**WHAT YOU HAVE TO DO**: Which lines of the data hold the word "above"? Copy all of them.

--- GIVEN RECORDS Enclosed Below ---

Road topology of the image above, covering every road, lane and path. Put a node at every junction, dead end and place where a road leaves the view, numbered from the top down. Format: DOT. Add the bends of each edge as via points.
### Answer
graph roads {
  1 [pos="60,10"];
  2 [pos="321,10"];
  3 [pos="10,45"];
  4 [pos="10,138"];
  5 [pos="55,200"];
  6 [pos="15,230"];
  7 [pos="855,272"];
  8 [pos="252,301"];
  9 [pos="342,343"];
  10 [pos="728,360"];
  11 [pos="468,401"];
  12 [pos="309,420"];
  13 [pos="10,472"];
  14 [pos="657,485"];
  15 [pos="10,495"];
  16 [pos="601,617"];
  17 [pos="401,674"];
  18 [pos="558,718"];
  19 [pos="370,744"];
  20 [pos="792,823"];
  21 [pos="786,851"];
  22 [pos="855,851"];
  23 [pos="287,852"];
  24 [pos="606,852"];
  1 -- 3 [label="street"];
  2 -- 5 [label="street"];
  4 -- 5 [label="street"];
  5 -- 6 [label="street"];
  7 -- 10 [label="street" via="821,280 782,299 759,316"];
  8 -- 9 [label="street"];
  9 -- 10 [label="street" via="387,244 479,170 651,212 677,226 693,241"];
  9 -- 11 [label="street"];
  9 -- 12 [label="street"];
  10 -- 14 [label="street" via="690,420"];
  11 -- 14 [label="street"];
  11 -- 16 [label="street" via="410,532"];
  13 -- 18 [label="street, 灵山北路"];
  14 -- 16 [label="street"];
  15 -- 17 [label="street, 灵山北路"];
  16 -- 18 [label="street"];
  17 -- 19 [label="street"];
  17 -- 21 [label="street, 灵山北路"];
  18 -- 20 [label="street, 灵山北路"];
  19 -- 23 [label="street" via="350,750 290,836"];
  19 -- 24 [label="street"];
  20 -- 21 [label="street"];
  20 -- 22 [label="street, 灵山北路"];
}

--- End of Enclosed GIVEN RECORDS ---
--- GIVEN RECORDS Enclosed Below ---

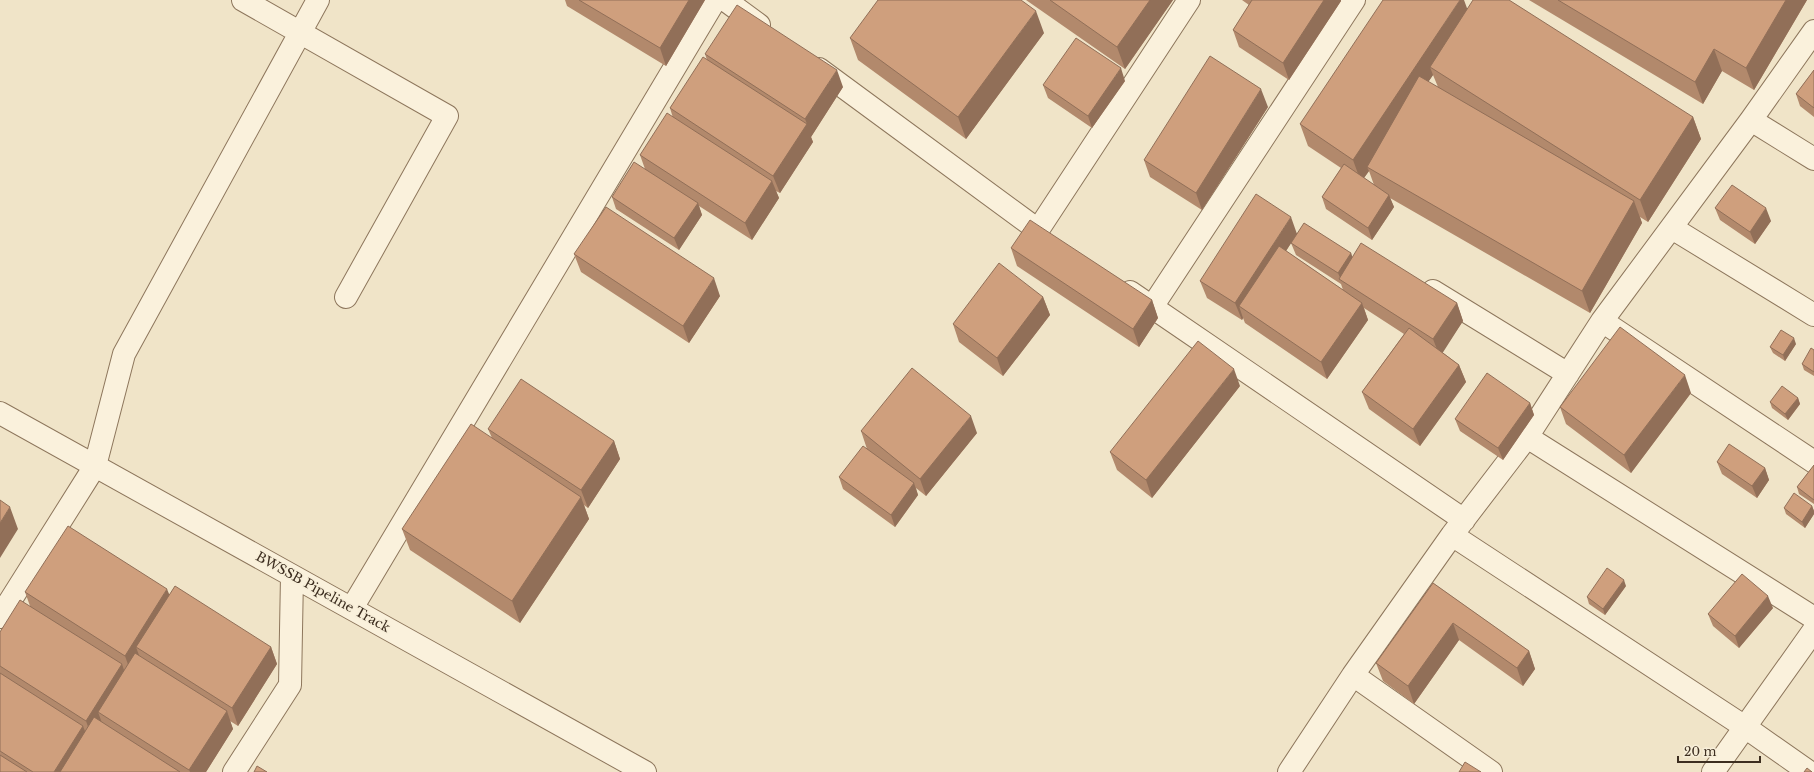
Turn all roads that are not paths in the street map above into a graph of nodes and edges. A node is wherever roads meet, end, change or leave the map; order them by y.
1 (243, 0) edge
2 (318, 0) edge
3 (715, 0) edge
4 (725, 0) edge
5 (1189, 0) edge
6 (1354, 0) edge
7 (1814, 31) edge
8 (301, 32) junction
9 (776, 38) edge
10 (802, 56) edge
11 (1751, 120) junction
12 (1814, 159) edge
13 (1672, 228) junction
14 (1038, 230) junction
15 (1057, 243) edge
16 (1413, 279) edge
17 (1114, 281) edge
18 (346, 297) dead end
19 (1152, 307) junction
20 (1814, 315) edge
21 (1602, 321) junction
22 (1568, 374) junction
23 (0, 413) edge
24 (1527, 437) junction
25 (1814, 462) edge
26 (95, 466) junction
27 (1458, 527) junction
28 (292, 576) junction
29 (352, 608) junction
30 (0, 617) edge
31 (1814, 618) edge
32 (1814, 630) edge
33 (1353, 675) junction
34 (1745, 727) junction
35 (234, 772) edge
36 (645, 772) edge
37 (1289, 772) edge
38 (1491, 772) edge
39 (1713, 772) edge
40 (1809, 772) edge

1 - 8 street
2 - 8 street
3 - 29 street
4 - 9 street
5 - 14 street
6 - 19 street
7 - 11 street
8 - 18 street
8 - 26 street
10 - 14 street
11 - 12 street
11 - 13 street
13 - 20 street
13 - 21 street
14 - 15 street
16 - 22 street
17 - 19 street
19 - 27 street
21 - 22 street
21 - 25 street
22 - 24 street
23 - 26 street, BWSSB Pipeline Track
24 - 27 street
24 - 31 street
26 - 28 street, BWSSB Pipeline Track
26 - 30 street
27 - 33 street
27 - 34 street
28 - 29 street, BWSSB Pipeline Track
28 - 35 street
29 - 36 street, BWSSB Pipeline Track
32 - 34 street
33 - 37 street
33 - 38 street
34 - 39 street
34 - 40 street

--- End of Enclosed GIVEN RECORDS ---

**TASK RESULT**:
Road topology of the image above, covering every road, lane and path. Put a node at every junction, dead end and place where a road leaves the view, numbered from the top down. Format: DOT. Add the bends of each edge as via points.
Turn all roads that are not paths in the street map above into a graph of nodes and edges. A node is wherever roads meet, end, change or leave the map; order them by y.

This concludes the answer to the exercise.